§ **Record set**:
[Start of Attachment]
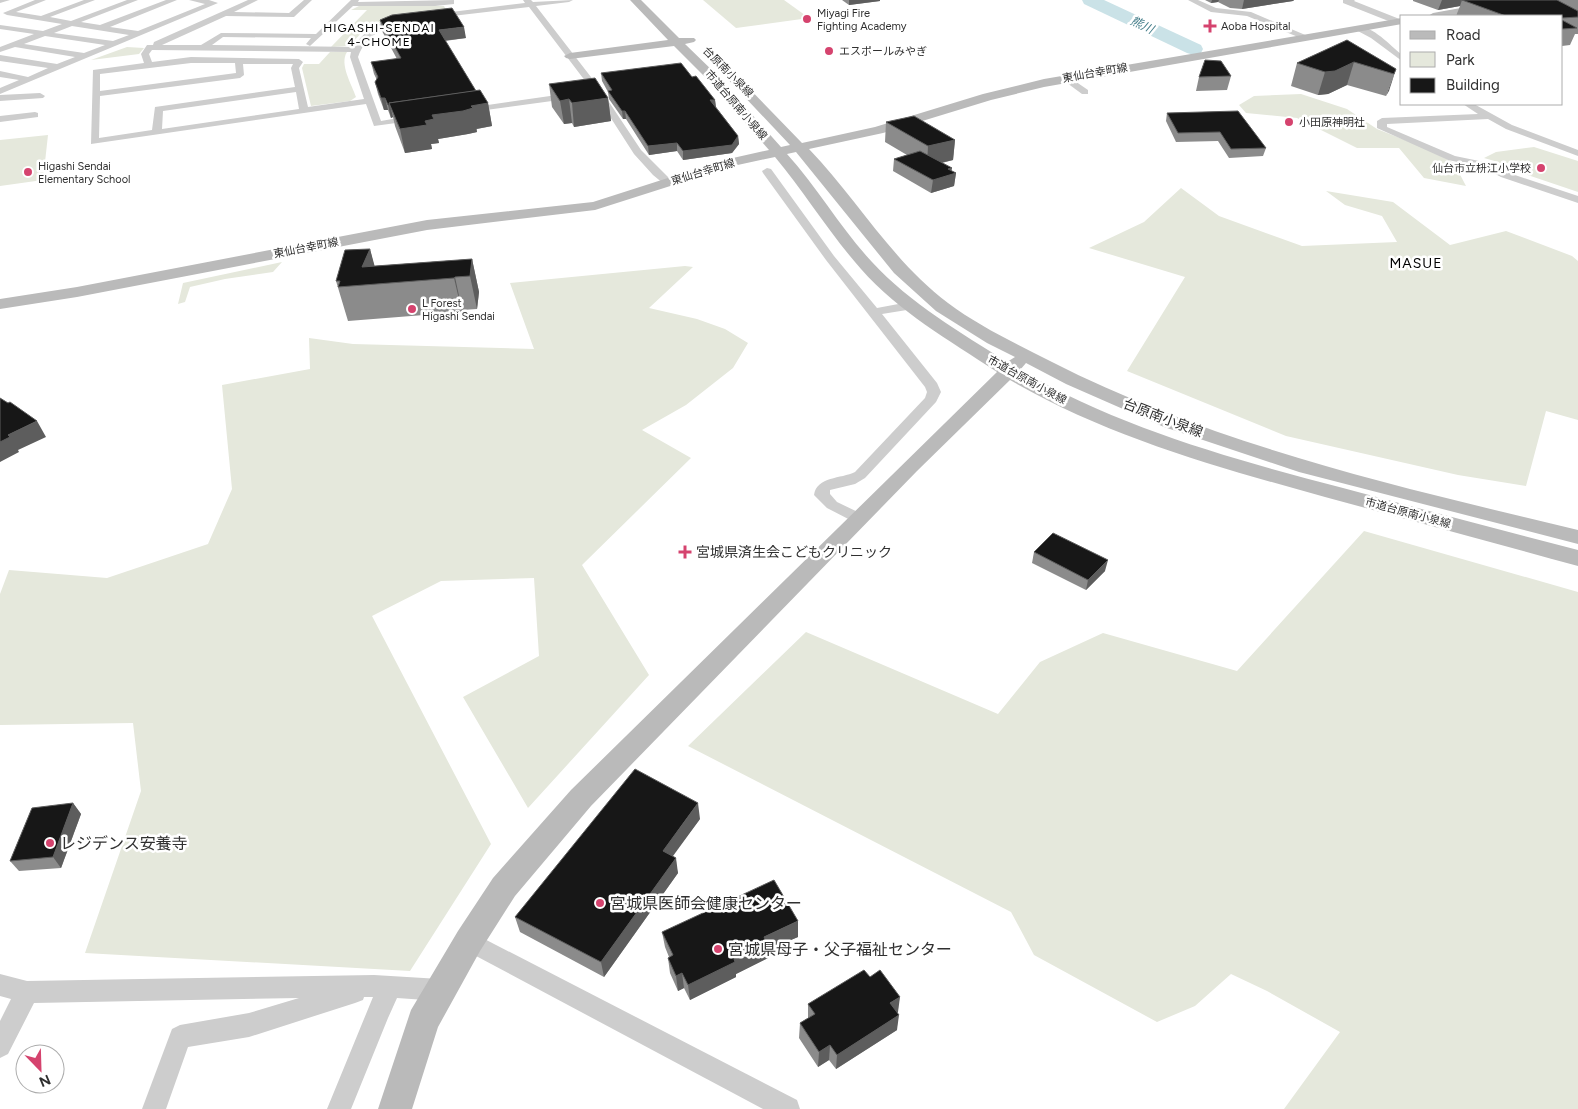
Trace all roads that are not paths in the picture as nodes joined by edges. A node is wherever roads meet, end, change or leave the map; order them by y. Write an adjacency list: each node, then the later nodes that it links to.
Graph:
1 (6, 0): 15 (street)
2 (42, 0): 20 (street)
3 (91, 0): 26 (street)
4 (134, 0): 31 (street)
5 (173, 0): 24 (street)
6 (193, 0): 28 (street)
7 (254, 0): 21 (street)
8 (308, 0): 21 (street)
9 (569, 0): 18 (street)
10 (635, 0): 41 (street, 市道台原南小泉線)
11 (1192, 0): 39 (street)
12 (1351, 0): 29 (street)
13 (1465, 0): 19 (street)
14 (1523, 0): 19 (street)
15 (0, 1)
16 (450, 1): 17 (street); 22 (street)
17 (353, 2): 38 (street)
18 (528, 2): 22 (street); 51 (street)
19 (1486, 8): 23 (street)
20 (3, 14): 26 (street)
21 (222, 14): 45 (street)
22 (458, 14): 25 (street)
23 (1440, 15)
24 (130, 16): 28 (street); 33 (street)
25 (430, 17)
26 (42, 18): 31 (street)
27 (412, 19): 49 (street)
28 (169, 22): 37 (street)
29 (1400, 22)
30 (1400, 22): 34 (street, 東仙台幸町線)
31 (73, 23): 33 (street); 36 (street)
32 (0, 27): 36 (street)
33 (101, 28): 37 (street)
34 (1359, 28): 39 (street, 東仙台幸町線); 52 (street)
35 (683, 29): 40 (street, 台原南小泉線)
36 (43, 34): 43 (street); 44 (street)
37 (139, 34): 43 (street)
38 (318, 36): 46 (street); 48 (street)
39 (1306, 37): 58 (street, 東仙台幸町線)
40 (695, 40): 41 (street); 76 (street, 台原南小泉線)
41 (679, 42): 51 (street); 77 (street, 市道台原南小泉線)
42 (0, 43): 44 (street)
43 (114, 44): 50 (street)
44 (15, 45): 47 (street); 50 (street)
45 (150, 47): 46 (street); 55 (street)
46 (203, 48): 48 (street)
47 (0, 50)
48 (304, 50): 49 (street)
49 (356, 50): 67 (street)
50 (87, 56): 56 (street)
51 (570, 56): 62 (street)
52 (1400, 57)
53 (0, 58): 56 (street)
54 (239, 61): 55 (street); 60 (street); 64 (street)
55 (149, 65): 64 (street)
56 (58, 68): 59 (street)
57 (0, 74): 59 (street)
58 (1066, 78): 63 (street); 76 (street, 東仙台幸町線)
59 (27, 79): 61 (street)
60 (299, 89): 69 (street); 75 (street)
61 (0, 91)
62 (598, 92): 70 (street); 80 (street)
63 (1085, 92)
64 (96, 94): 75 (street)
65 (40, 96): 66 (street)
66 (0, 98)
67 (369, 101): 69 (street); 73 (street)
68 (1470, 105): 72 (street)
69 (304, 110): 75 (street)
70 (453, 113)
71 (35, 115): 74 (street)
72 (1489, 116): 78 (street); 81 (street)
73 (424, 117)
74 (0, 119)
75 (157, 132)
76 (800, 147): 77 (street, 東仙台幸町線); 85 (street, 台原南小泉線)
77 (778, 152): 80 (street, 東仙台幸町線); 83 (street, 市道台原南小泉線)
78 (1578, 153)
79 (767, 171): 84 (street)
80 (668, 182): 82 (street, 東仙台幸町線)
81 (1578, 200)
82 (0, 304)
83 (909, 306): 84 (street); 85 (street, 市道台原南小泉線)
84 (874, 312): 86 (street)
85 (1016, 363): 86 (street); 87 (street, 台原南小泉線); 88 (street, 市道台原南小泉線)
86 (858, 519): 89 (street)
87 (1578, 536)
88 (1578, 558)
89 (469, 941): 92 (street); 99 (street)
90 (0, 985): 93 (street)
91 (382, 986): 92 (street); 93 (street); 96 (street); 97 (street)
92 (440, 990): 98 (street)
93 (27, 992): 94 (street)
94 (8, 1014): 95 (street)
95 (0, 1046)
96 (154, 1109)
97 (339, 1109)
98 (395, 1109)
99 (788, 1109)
[End of Attachment]
§ **Exercise objective**:
All lines of the records above with the word "東仙台幸町線" in them are to be copied.

§ **Exercise solution**:
30 (1400, 22): 34 (street, 東仙台幸町線)
34 (1359, 28): 39 (street, 東仙台幸町線); 52 (street)
39 (1306, 37): 58 (street, 東仙台幸町線)
58 (1066, 78): 63 (street); 76 (street, 東仙台幸町線)
76 (800, 147): 77 (street, 東仙台幸町線); 85 (street, 台原南小泉線)
77 (778, 152): 80 (street, 東仙台幸町線); 83 (street, 市道台原南小泉線)
80 (668, 182): 82 (street, 東仙台幸町線)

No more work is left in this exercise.